■ Exercise objective ■
Scan the listing below and copy every line holding "junctions".

───── Data to examine

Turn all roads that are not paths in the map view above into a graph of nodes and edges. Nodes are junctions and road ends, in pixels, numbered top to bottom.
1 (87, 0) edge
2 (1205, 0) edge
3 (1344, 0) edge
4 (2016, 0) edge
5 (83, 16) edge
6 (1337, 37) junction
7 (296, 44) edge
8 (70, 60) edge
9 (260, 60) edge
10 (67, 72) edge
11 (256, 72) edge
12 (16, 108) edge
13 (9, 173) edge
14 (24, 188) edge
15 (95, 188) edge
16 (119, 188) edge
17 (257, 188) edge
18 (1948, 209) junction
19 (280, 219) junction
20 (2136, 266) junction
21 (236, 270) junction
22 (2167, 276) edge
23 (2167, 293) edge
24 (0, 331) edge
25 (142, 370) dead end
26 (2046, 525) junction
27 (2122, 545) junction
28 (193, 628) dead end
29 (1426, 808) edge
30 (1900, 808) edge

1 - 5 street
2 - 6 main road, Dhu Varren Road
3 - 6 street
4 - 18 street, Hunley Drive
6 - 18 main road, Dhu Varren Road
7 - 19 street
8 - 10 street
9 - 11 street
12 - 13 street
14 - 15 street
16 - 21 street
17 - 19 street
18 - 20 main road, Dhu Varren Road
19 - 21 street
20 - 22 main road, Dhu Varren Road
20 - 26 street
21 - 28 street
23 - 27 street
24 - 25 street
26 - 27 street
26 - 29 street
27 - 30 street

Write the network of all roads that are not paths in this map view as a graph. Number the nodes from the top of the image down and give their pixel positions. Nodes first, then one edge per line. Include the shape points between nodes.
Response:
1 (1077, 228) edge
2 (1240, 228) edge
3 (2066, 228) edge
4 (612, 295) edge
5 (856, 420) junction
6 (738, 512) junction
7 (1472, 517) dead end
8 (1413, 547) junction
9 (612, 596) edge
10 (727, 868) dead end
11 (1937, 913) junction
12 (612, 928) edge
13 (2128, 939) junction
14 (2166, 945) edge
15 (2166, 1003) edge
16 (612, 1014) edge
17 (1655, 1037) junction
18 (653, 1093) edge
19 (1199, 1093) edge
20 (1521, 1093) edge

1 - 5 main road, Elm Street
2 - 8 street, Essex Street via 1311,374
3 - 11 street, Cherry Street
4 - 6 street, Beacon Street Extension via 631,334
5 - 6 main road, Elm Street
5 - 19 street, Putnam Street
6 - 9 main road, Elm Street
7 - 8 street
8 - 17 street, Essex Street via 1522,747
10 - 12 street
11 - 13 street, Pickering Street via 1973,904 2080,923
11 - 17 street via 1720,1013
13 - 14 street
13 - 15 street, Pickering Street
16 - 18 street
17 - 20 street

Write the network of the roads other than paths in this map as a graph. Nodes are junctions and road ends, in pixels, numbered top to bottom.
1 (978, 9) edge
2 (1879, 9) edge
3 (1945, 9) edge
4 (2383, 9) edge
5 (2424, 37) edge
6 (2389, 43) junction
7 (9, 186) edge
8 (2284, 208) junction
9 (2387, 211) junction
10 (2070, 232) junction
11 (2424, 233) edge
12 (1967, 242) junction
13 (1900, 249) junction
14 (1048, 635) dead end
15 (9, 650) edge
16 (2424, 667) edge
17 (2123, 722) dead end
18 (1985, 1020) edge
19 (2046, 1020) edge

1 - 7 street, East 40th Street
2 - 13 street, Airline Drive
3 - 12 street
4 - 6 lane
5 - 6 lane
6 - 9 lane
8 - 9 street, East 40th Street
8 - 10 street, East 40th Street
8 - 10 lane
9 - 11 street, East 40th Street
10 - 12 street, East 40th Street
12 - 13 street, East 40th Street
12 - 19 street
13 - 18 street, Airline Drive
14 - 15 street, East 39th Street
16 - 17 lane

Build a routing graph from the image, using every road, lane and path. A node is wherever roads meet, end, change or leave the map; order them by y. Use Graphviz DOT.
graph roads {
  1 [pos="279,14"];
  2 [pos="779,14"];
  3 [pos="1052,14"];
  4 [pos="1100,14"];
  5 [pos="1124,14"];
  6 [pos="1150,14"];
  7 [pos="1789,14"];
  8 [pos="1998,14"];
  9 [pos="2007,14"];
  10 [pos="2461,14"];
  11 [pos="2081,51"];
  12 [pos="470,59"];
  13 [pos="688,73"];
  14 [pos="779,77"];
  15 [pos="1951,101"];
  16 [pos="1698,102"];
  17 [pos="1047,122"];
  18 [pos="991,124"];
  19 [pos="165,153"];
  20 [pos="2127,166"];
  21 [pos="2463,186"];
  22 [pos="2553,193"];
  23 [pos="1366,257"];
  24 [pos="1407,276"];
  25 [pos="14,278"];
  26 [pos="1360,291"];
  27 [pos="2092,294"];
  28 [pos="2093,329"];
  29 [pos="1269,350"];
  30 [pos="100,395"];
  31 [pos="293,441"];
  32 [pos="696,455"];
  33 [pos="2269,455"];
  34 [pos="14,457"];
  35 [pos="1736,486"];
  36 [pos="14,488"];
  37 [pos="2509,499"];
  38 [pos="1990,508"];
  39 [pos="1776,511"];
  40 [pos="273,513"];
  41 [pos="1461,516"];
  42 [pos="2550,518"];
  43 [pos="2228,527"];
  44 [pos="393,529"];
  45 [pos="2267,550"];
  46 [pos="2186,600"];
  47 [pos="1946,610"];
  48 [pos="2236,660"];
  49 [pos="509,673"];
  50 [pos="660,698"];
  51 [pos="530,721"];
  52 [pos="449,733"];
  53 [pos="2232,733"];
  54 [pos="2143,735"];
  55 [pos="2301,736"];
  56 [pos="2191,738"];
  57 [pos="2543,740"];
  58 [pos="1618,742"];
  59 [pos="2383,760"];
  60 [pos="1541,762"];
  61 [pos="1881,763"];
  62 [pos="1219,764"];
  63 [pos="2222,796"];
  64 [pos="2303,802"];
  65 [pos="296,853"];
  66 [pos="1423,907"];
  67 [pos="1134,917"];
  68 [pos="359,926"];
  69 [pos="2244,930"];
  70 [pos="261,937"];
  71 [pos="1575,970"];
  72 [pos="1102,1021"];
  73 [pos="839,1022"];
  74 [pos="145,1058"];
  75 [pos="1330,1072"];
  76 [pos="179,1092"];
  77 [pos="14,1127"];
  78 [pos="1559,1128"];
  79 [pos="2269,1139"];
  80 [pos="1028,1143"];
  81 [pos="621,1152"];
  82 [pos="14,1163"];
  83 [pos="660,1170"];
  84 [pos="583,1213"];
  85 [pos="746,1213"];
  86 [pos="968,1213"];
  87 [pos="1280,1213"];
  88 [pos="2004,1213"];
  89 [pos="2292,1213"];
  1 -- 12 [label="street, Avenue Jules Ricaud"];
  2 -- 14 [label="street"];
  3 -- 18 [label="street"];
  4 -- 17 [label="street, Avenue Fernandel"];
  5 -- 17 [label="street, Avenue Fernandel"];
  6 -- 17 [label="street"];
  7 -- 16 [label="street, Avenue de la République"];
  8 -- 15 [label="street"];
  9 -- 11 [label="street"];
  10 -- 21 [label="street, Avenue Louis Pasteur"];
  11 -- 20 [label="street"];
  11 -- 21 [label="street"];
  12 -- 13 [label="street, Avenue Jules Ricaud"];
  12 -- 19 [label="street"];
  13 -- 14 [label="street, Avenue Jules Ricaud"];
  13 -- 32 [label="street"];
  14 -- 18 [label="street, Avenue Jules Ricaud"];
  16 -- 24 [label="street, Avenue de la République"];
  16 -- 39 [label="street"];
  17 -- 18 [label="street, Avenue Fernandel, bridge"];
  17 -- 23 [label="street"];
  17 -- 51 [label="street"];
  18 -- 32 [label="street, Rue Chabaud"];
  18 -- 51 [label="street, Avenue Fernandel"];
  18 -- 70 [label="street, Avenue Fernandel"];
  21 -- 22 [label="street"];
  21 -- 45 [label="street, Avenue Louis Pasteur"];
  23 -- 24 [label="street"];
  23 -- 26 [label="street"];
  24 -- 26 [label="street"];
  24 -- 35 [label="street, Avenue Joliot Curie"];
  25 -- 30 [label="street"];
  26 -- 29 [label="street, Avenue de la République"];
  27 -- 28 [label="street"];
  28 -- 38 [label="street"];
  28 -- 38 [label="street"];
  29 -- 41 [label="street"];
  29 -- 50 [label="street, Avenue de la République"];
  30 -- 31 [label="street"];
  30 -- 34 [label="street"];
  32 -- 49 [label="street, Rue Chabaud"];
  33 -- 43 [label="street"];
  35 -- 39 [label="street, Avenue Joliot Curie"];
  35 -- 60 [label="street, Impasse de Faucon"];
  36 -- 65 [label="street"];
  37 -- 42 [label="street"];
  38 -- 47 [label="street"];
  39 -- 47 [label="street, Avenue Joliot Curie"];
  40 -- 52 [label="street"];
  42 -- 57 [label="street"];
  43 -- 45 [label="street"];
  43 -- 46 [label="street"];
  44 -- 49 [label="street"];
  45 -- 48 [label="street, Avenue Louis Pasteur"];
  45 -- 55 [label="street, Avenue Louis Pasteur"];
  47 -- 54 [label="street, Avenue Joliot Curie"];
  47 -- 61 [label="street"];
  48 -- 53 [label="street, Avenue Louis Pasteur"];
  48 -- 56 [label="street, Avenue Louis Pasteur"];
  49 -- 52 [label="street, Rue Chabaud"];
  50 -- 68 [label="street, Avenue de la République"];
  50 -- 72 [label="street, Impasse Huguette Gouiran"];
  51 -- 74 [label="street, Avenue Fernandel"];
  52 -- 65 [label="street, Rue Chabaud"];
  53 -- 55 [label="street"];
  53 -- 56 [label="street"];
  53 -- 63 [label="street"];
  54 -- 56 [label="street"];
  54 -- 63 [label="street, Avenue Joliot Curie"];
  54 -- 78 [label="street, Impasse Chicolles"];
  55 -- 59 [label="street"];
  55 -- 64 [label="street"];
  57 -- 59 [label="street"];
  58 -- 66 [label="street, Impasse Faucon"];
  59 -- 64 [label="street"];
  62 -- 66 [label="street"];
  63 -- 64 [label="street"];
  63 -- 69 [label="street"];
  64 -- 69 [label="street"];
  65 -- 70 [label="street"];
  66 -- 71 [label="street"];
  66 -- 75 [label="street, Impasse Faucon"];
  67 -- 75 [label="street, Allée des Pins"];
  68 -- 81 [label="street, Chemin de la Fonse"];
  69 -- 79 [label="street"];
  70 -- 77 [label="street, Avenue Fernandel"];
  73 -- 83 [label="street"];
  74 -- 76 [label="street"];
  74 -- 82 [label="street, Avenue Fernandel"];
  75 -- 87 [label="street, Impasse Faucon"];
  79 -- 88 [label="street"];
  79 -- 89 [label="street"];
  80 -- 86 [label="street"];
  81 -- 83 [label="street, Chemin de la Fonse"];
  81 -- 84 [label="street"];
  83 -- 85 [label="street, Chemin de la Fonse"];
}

──────────

■ Response to this exercise ■
Turn all roads that are not paths in the map view above into a graph of nodes and edges. Nodes are junctions and road ends, in pixels, numbered top to bottom.
Write the network of the roads other than paths in this map as a graph. Nodes are junctions and road ends, in pixels, numbered top to bottom.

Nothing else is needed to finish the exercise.